— RECORDED DATA —
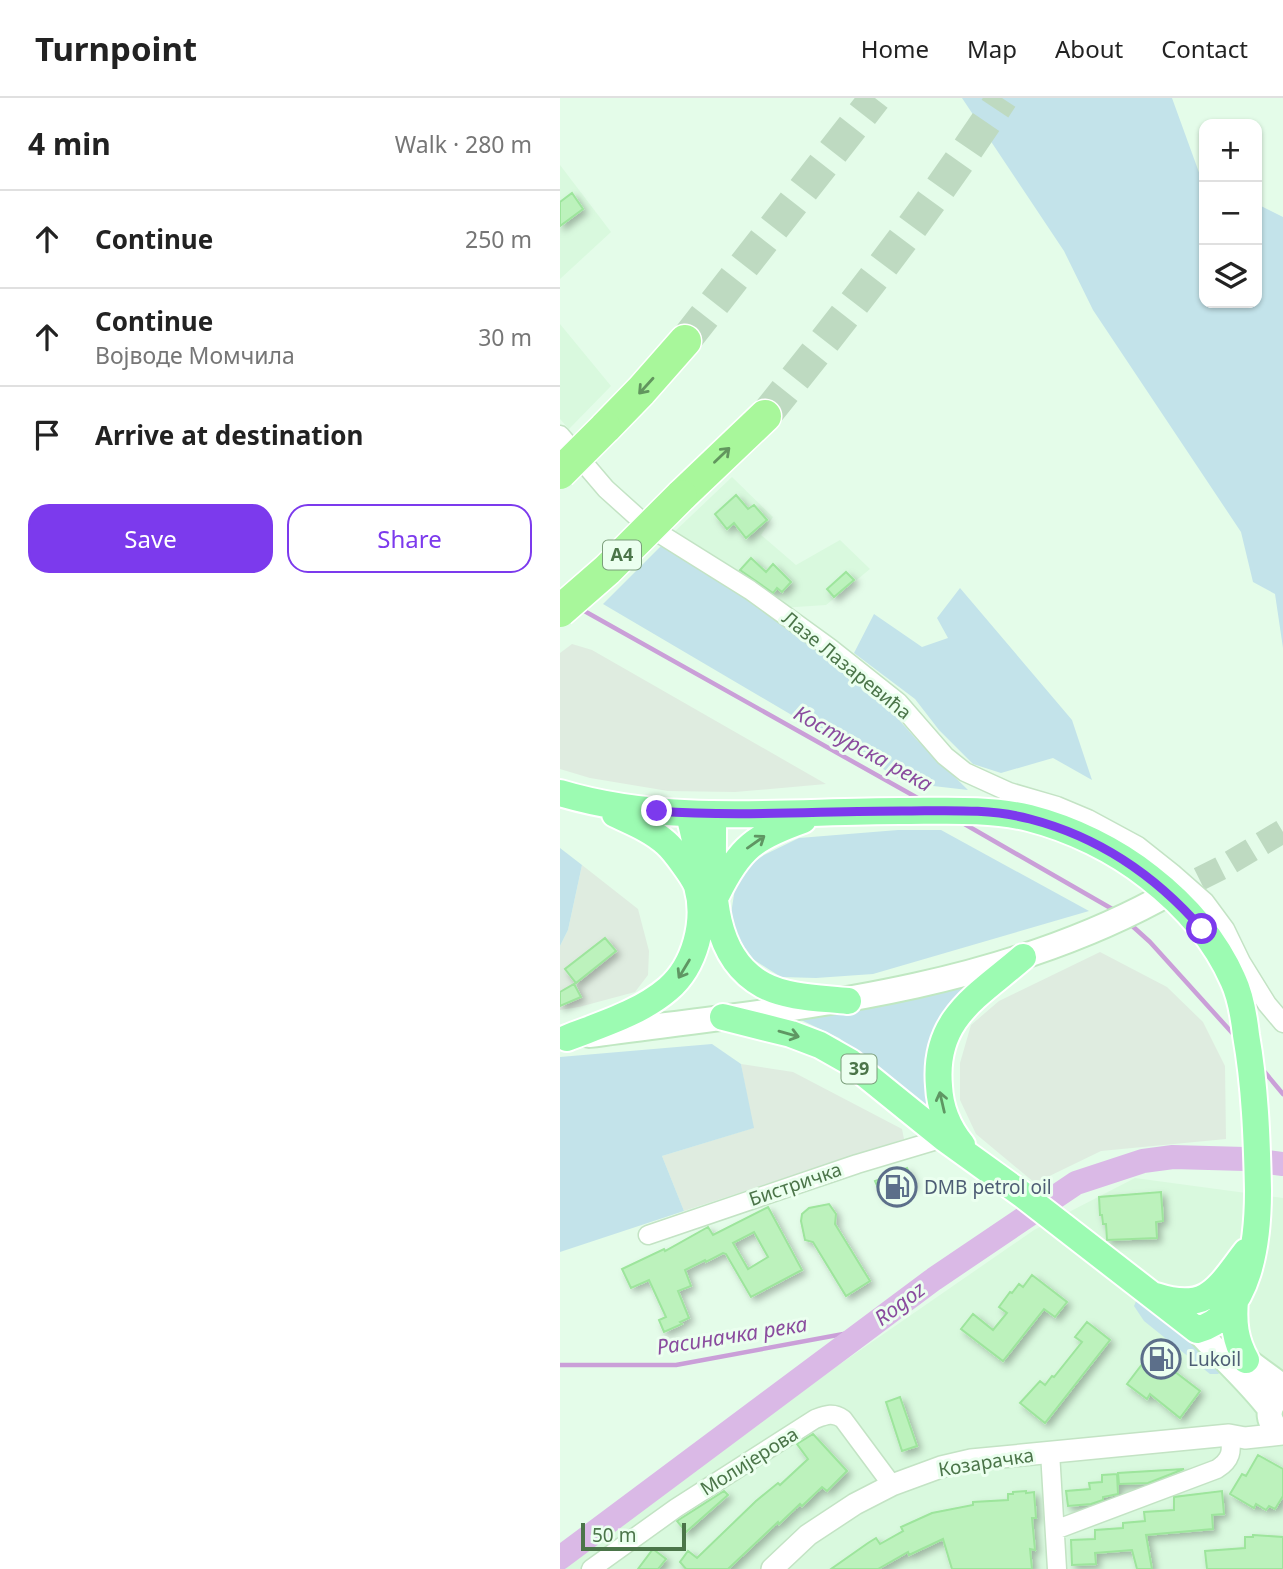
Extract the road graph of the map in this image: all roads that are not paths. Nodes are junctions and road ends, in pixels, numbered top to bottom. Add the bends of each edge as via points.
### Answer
1 (685, 341) tunnel mouth
2 (765, 416) tunnel mouth
3 (560, 435) edge
4 (560, 473) edge
5 (560, 611) edge
6 (560, 793) edge
7 (592, 803) junction
8 (825, 812) junction
9 (701, 814) junction
10 (706, 890) junction
11 (1152, 904) tunnel mouth
12 (1023, 957) junction
13 (848, 1001) junction
14 (723, 1017) junction
15 (1283, 1023) edge
16 (563, 1038) edge
17 (943, 1138) junction
18 (975, 1160) junction
19 (648, 1235) dead end
20 (1149, 1293) junction
21 (1226, 1296) junction
22 (1197, 1330) junction
23 (1246, 1360) junction
24 (1283, 1387) edge
25 (1277, 1417) edge
26 (1230, 1436) junction
27 (1050, 1452) junction
28 (892, 1485) junction
29 (1055, 1530) junction
30 (591, 1569) edge
31 (772, 1569) edge
32 (1057, 1569) edge

1 -> 4 highway, bridge
5 -> 2 highway, A4, bridge
3 - 15 street, Лазе Лазаревића via 606,489 646,525 750,590 830,648 898,702 965,772 1088,819 1138,846 1172,873 1205,902 1225,929 1241,962
6 - 7 main road
7 - 9 main road
7 - 10 main road via 641,825 667,843
8 - 9 main road
10 -> 8 main road via 758,839
8 - 21 main road via 960,811 1027,818 1085,839 1137,868 1164,888 1202,929 1235,983 1254,1097 1256,1240
9 - 10 main road
10 - 13 main road via 735,963 745,973 784,992
10 -> 16 main road via 692,956 667,991 639,1008
11 - 12 main road
12 - 13 main road via 932,984
18 -> 12 main road, 39 via 954,1135 944,1113 939,1094 940,1051 962,1009
13 - 14 main road
14 - 16 main road
14 -> 17 main road, 39 via 820,1045 850,1062
17 - 18 main road, 39
17 - 19 street, Бистричка
18 - 20 main road, 39
20 - 21 main road, 39 via 1184,1302
20 - 22 main road, 39
21 - 22 main road via 1217,1321
21 - 23 main road
22 - 23 main road
22 - 25 main road
23 - 24 main road
25 - 26 street, Козарачка
26 - 27 street, Козарачка
26 - 29 street via 1231,1455 1217,1469
27 - 28 street, Козарачка via 961,1462
27 - 29 street
28 - 30 street, Молијерова via 843,1419 826,1415 676,1508
28 - 31 street, Козарачка via 808,1535
29 - 32 street

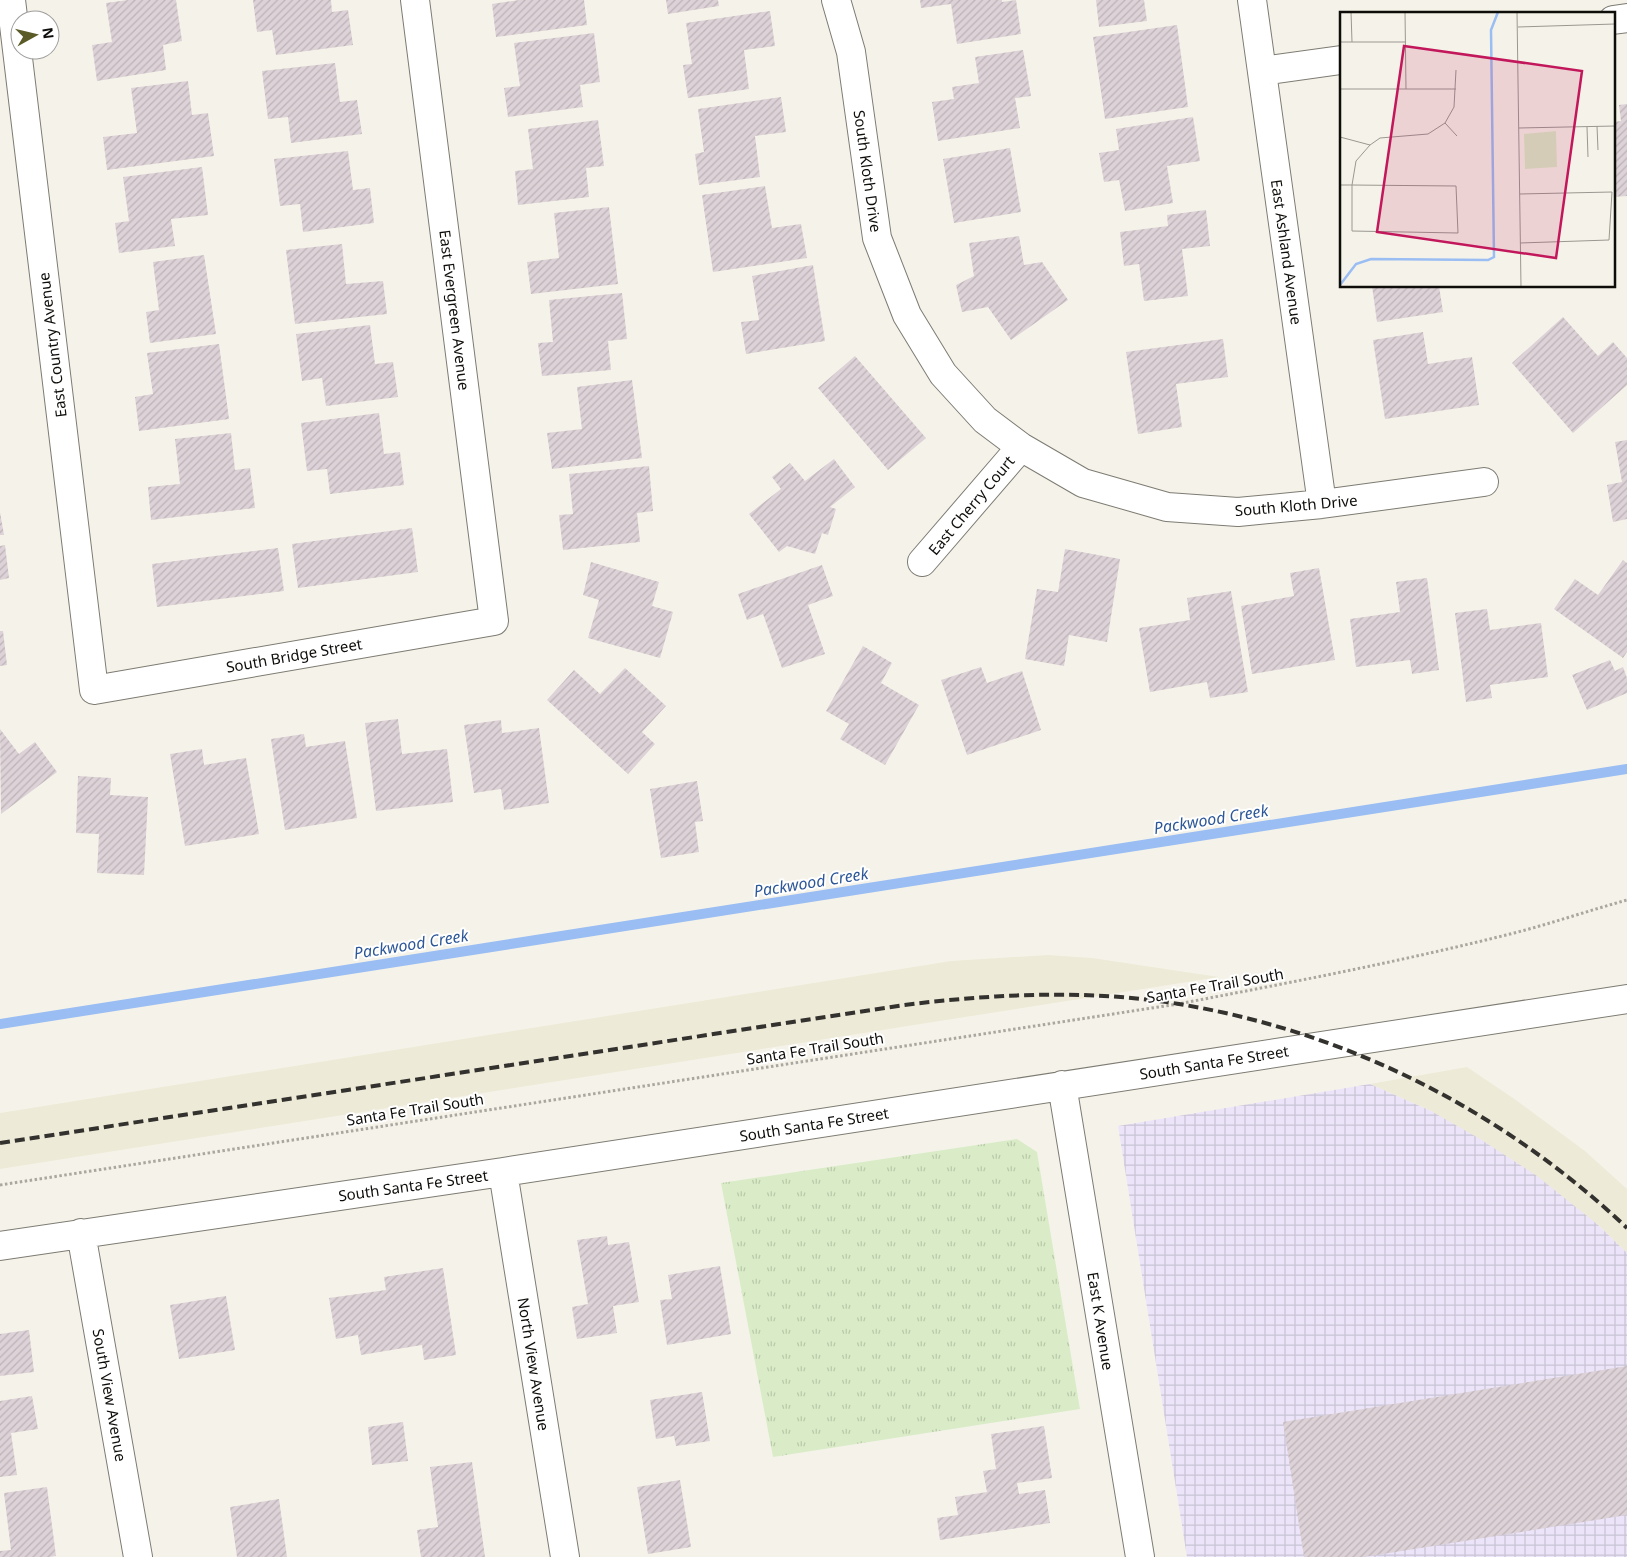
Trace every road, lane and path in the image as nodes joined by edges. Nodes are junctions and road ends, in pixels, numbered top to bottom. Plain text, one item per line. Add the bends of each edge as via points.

— EXERCISE DESCRIPTION —
Without any pictures, return the material above exactly.

— PROBLEM SOLUTION —
Extract the road graph of the map in this image: all roads that are not paths. Nodes are junctions and road ends, in pixels, numbered top to bottom. Add the bends of each edge as via points.
### Answer
1 (685, 341) tunnel mouth
2 (765, 416) tunnel mouth
3 (560, 435) edge
4 (560, 473) edge
5 (560, 611) edge
6 (560, 793) edge
7 (592, 803) junction
8 (825, 812) junction
9 (701, 814) junction
10 (706, 890) junction
11 (1152, 904) tunnel mouth
12 (1023, 957) junction
13 (848, 1001) junction
14 (723, 1017) junction
15 (1283, 1023) edge
16 (563, 1038) edge
17 (943, 1138) junction
18 (975, 1160) junction
19 (648, 1235) dead end
20 (1149, 1293) junction
21 (1226, 1296) junction
22 (1197, 1330) junction
23 (1246, 1360) junction
24 (1283, 1387) edge
25 (1277, 1417) edge
26 (1230, 1436) junction
27 (1050, 1452) junction
28 (892, 1485) junction
29 (1055, 1530) junction
30 (591, 1569) edge
31 (772, 1569) edge
32 (1057, 1569) edge

1 -> 4 highway, bridge
5 -> 2 highway, A4, bridge
3 - 15 street, Лазе Лазаревића via 606,489 646,525 750,590 830,648 898,702 965,772 1088,819 1138,846 1172,873 1205,902 1225,929 1241,962
6 - 7 main road
7 - 9 main road
7 - 10 main road via 641,825 667,843
8 - 9 main road
10 -> 8 main road via 758,839
8 - 21 main road via 960,811 1027,818 1085,839 1137,868 1164,888 1202,929 1235,983 1254,1097 1256,1240
9 - 10 main road
10 - 13 main road via 735,963 745,973 784,992
10 -> 16 main road via 692,956 667,991 639,1008
11 - 12 main road
12 - 13 main road via 932,984
18 -> 12 main road, 39 via 954,1135 944,1113 939,1094 940,1051 962,1009
13 - 14 main road
14 - 16 main road
14 -> 17 main road, 39 via 820,1045 850,1062
17 - 18 main road, 39
17 - 19 street, Бистричка
18 - 20 main road, 39
20 - 21 main road, 39 via 1184,1302
20 - 22 main road, 39
21 - 22 main road via 1217,1321
21 - 23 main road
22 - 23 main road
22 - 25 main road
23 - 24 main road
25 - 26 street, Козарачка
26 - 27 street, Козарачка
26 - 29 street via 1231,1455 1217,1469
27 - 28 street, Козарачка via 961,1462
27 - 29 street
28 - 30 street, Молијерова via 843,1419 826,1415 676,1508
28 - 31 street, Козарачка via 808,1535
29 - 32 street

Trace every road, lane and path in the image as nodes joined by edges. Nodes are junctions and road ends, in pixels, numbered top to bottom. Plain text, one item per line. Add the bends of each edge as via points.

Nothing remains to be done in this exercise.